→ **PROBLEM DETAILS**:
Output, word for word, the lines of this listing that fall between the line with "pinky pip: (1301, 737)" and the line with "ring pip: (1312, 687)", counting both of those lines, and no others.

→ **LISTED ENTRIES**:
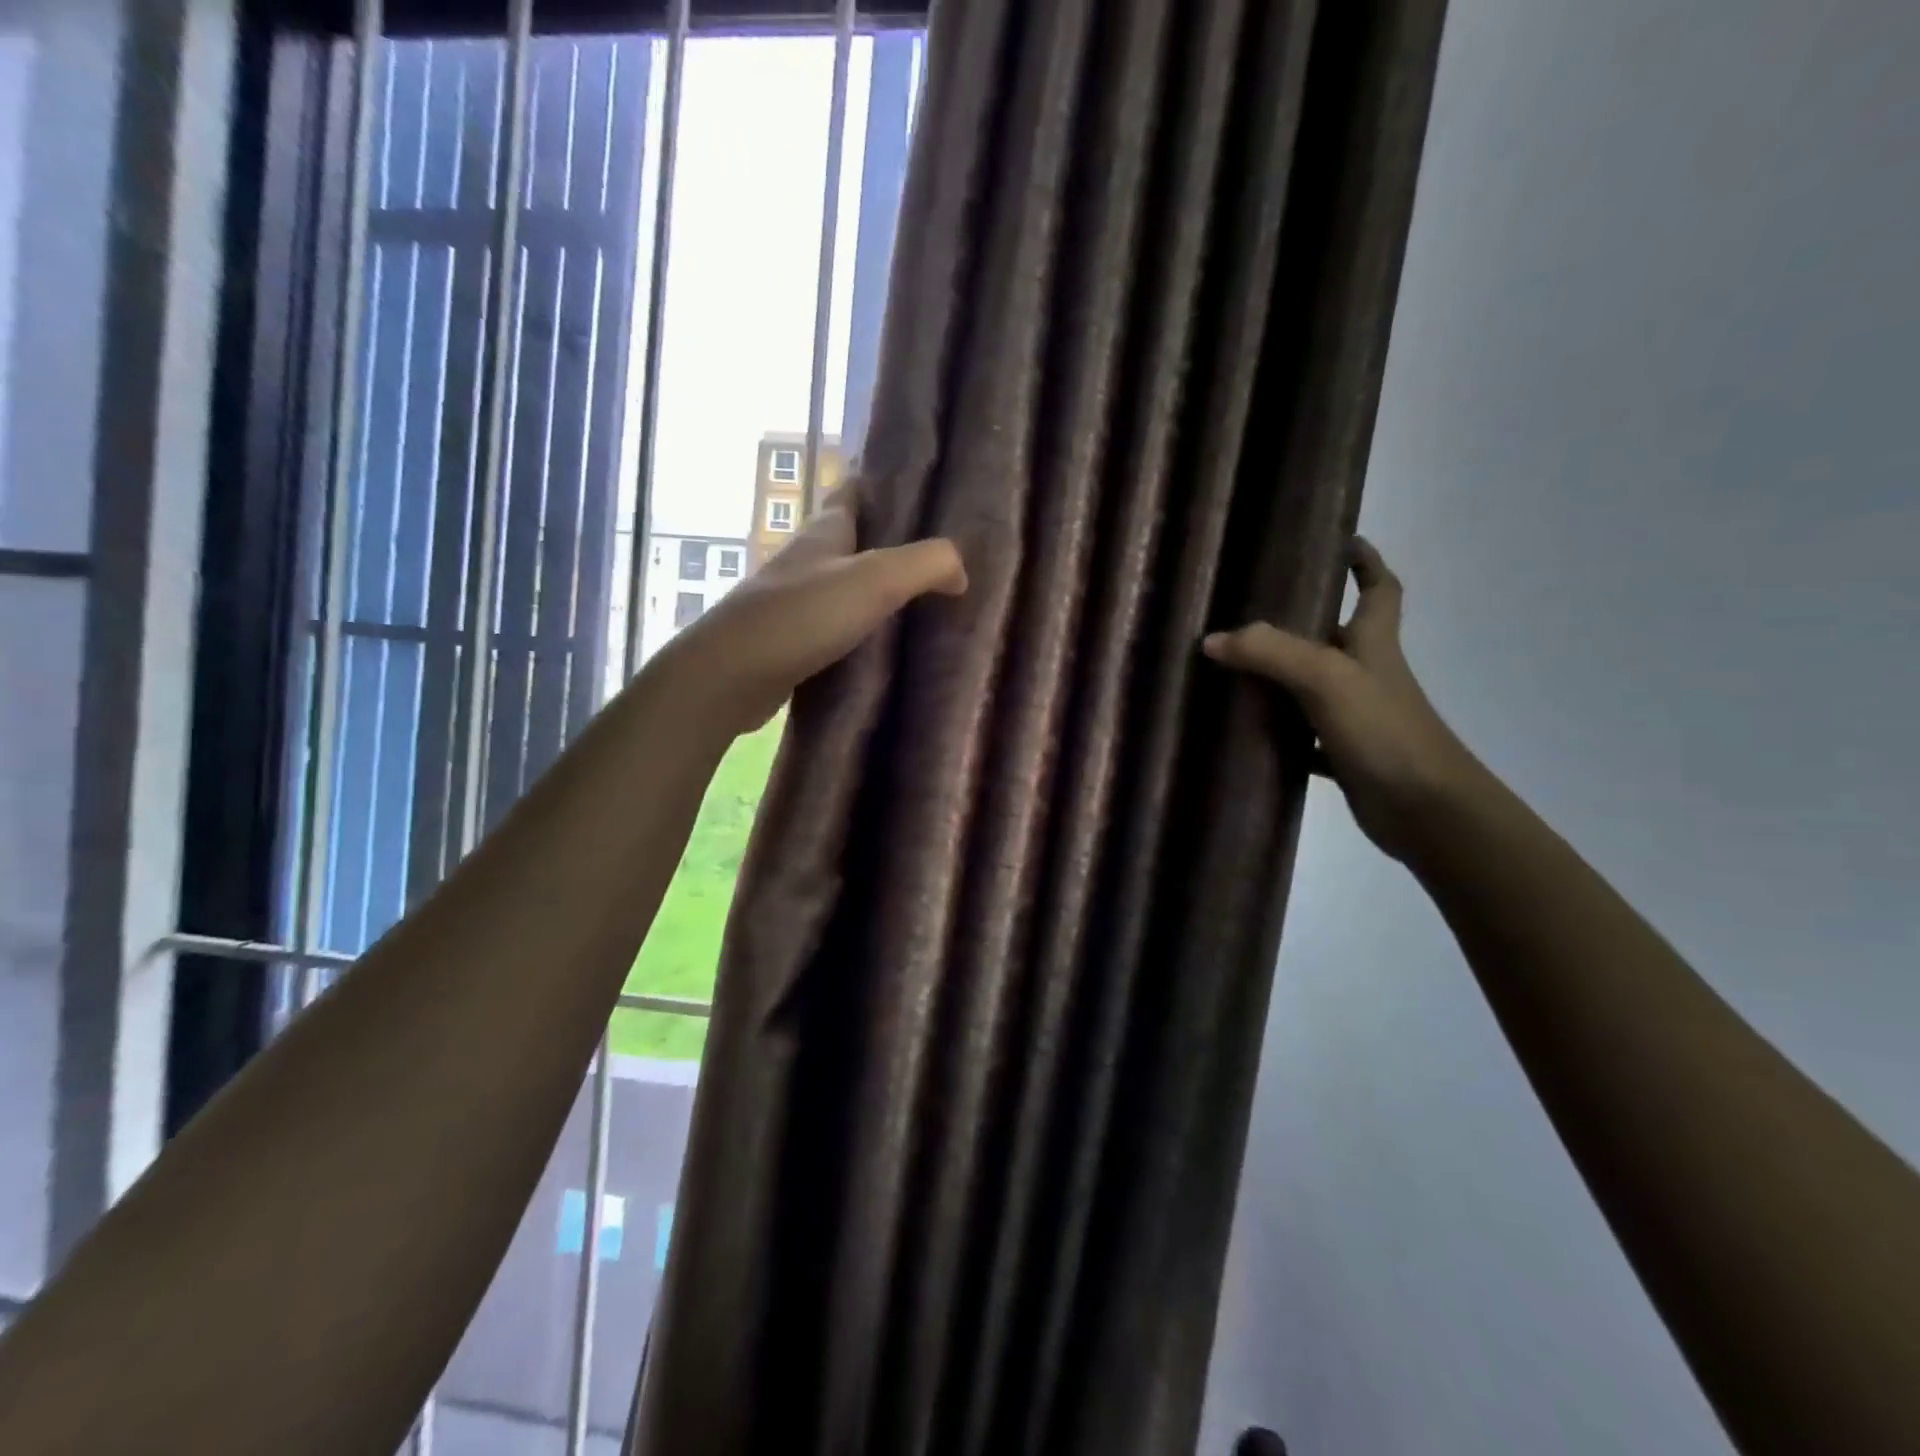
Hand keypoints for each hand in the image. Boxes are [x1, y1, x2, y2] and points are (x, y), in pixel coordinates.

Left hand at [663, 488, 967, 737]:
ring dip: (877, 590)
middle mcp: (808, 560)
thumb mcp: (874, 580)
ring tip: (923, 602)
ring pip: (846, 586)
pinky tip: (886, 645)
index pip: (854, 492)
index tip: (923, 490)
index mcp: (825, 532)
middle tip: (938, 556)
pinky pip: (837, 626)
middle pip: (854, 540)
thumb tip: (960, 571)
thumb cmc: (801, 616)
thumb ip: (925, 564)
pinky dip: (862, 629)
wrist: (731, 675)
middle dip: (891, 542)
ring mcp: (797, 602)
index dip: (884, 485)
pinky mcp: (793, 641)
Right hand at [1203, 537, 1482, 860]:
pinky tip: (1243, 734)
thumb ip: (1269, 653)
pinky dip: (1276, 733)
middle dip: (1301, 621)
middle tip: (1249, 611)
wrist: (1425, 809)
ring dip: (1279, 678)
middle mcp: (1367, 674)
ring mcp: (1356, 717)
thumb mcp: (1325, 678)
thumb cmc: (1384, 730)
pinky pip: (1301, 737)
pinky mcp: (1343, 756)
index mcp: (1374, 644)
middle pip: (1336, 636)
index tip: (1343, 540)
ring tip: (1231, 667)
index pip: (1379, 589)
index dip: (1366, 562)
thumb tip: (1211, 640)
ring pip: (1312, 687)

==

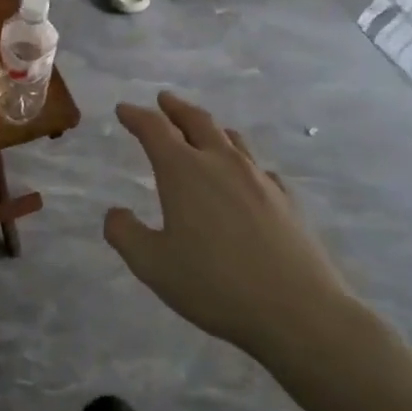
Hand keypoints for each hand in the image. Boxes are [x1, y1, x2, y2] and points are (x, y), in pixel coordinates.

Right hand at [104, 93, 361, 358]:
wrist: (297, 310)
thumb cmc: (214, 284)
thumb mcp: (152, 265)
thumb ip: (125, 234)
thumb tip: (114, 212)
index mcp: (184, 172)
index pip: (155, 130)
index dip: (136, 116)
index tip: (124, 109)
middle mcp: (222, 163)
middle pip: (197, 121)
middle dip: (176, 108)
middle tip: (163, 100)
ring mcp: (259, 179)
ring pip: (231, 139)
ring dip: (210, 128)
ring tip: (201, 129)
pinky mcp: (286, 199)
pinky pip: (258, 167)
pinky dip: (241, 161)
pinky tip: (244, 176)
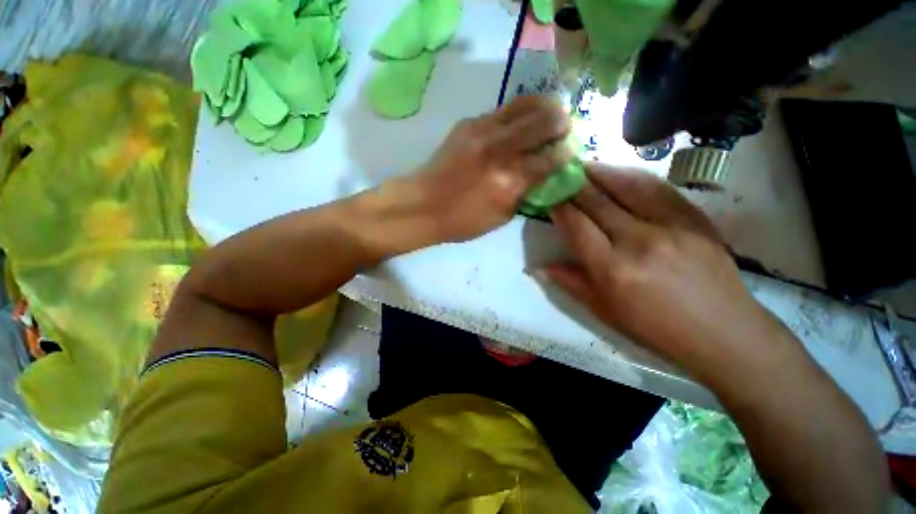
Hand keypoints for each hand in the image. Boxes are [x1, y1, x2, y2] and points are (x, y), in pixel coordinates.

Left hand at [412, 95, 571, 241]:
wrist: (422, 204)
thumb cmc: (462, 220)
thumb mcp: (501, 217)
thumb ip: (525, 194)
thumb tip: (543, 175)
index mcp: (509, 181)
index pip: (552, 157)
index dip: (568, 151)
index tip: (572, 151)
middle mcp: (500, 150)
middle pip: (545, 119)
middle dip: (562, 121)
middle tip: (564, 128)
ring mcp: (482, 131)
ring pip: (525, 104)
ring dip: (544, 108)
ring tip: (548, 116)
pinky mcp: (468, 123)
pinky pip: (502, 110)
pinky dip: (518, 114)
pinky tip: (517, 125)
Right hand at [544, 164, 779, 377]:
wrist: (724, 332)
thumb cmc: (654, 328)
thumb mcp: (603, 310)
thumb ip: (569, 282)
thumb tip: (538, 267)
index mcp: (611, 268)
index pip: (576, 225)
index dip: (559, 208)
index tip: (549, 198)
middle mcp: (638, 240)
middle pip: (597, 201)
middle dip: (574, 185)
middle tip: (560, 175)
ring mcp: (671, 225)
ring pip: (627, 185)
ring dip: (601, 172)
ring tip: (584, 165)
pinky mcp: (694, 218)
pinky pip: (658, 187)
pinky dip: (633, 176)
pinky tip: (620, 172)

---

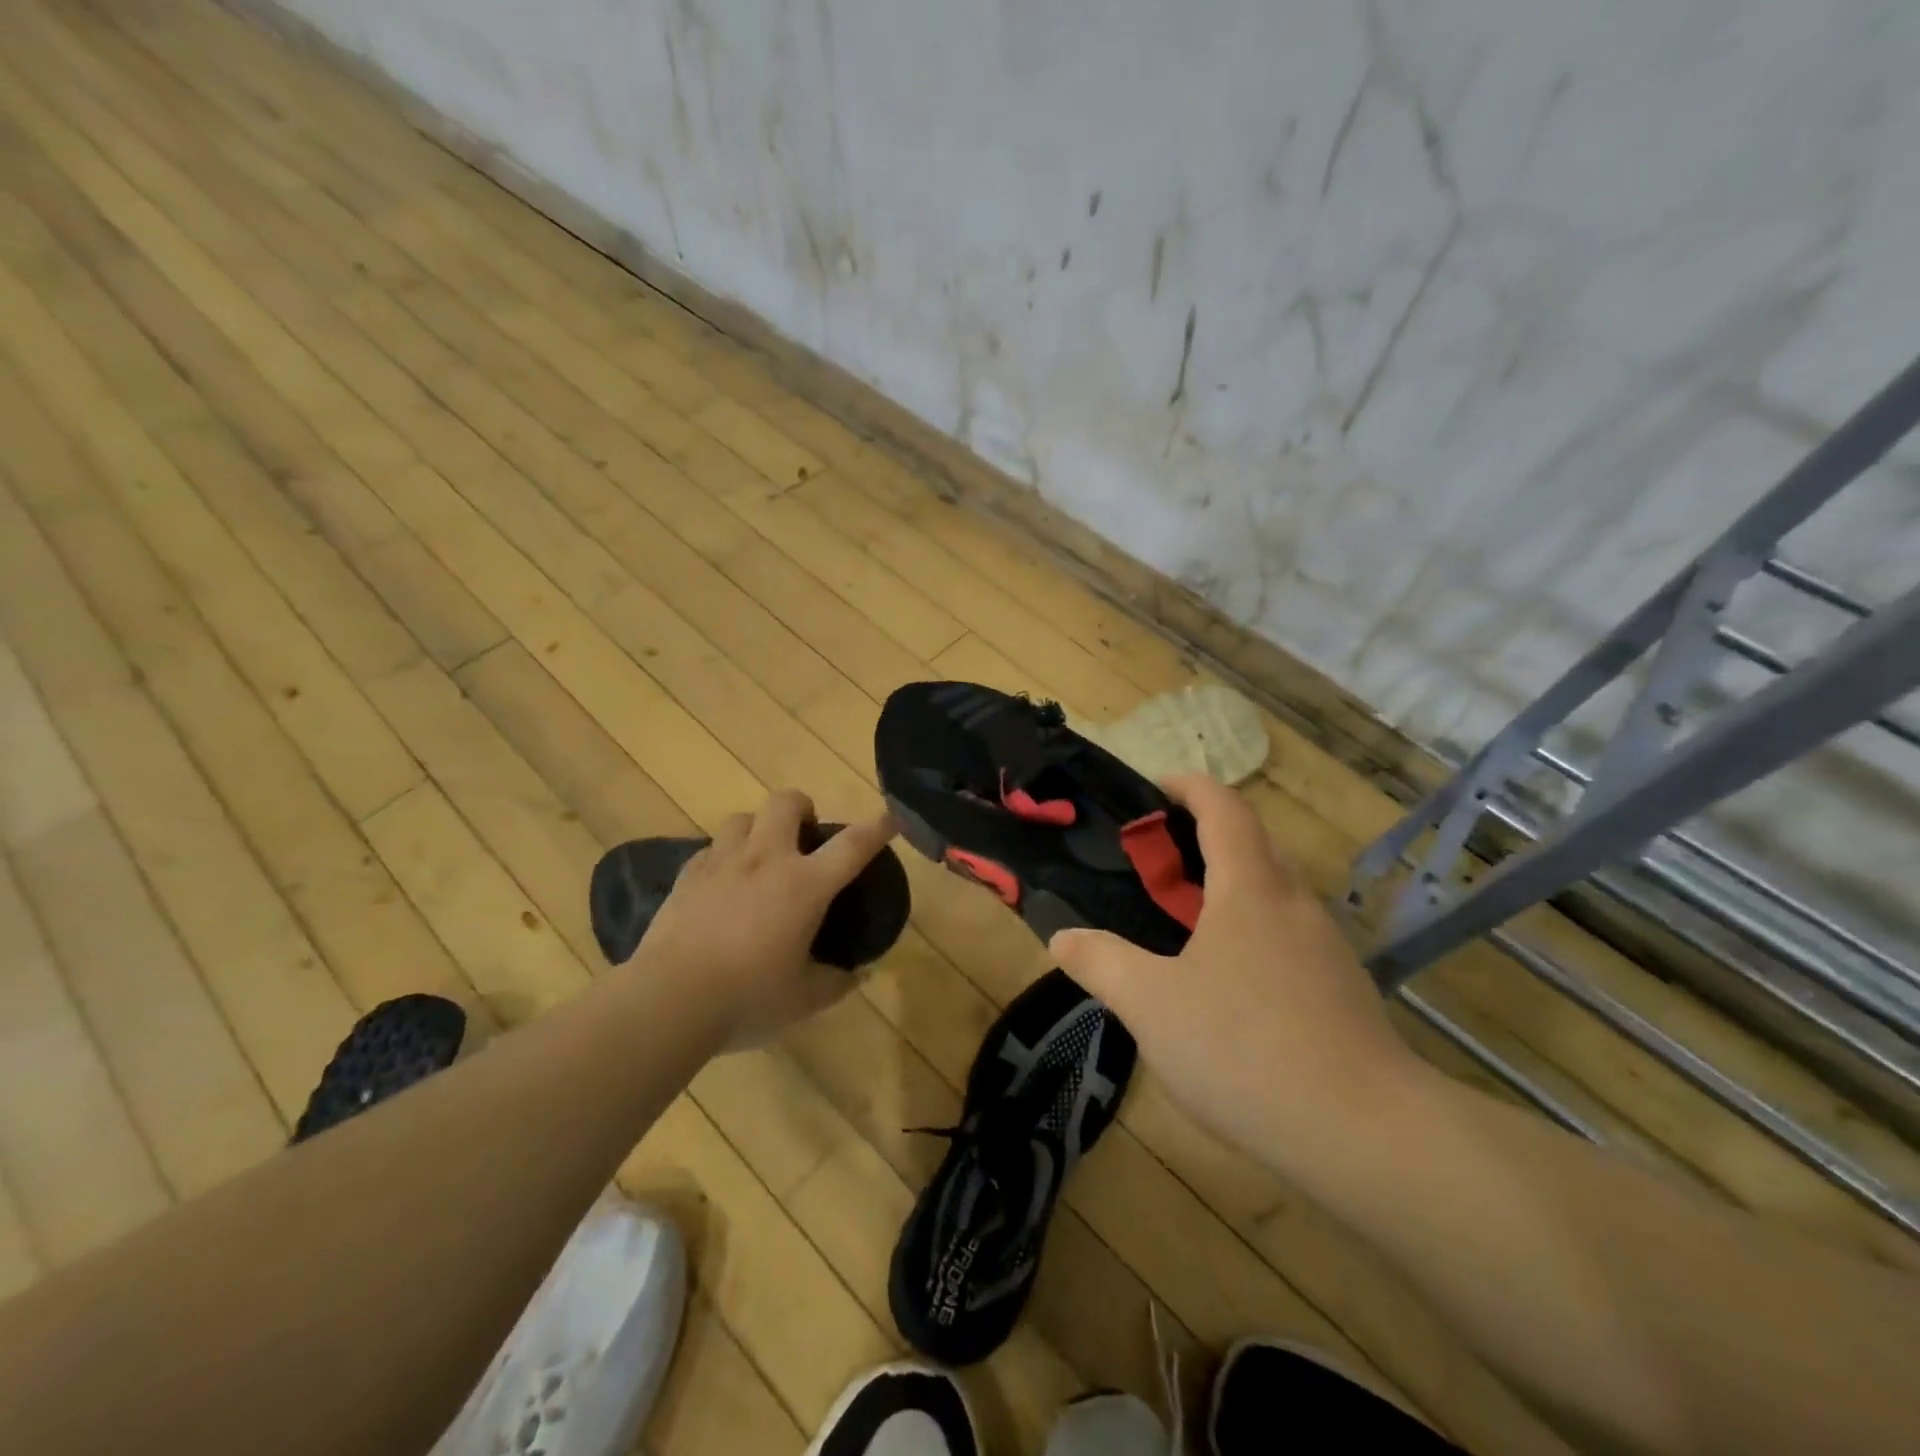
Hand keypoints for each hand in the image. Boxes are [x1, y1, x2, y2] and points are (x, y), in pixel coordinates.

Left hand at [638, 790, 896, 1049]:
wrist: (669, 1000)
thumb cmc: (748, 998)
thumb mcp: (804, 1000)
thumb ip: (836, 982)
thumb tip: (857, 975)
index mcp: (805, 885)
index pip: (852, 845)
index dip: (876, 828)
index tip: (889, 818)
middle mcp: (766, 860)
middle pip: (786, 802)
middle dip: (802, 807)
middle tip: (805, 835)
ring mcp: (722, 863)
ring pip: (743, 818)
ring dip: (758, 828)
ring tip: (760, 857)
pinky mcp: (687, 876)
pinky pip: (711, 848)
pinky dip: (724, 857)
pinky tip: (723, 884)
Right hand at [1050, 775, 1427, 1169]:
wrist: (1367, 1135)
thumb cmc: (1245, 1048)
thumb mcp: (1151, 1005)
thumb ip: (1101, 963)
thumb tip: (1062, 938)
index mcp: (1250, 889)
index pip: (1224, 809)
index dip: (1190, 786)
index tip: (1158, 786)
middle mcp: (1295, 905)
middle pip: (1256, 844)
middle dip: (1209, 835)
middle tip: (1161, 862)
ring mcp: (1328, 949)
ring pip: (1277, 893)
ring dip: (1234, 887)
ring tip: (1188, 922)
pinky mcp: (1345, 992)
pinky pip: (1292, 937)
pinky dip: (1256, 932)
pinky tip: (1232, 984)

→ **ANSWER TO THIS EXERCISE**:
pinky pip: (1301, 737)
pinky mcp: (1343, 756)
index mcp: (1374, 644)
middle pip: (1336, 636)
index tip: (1343, 540)
ring tip: (1231, 667)
index pip: (1379, 589)
index dip: (1366, 562)
thumb tip: (1211, 640)
ring pip: (1312, 687)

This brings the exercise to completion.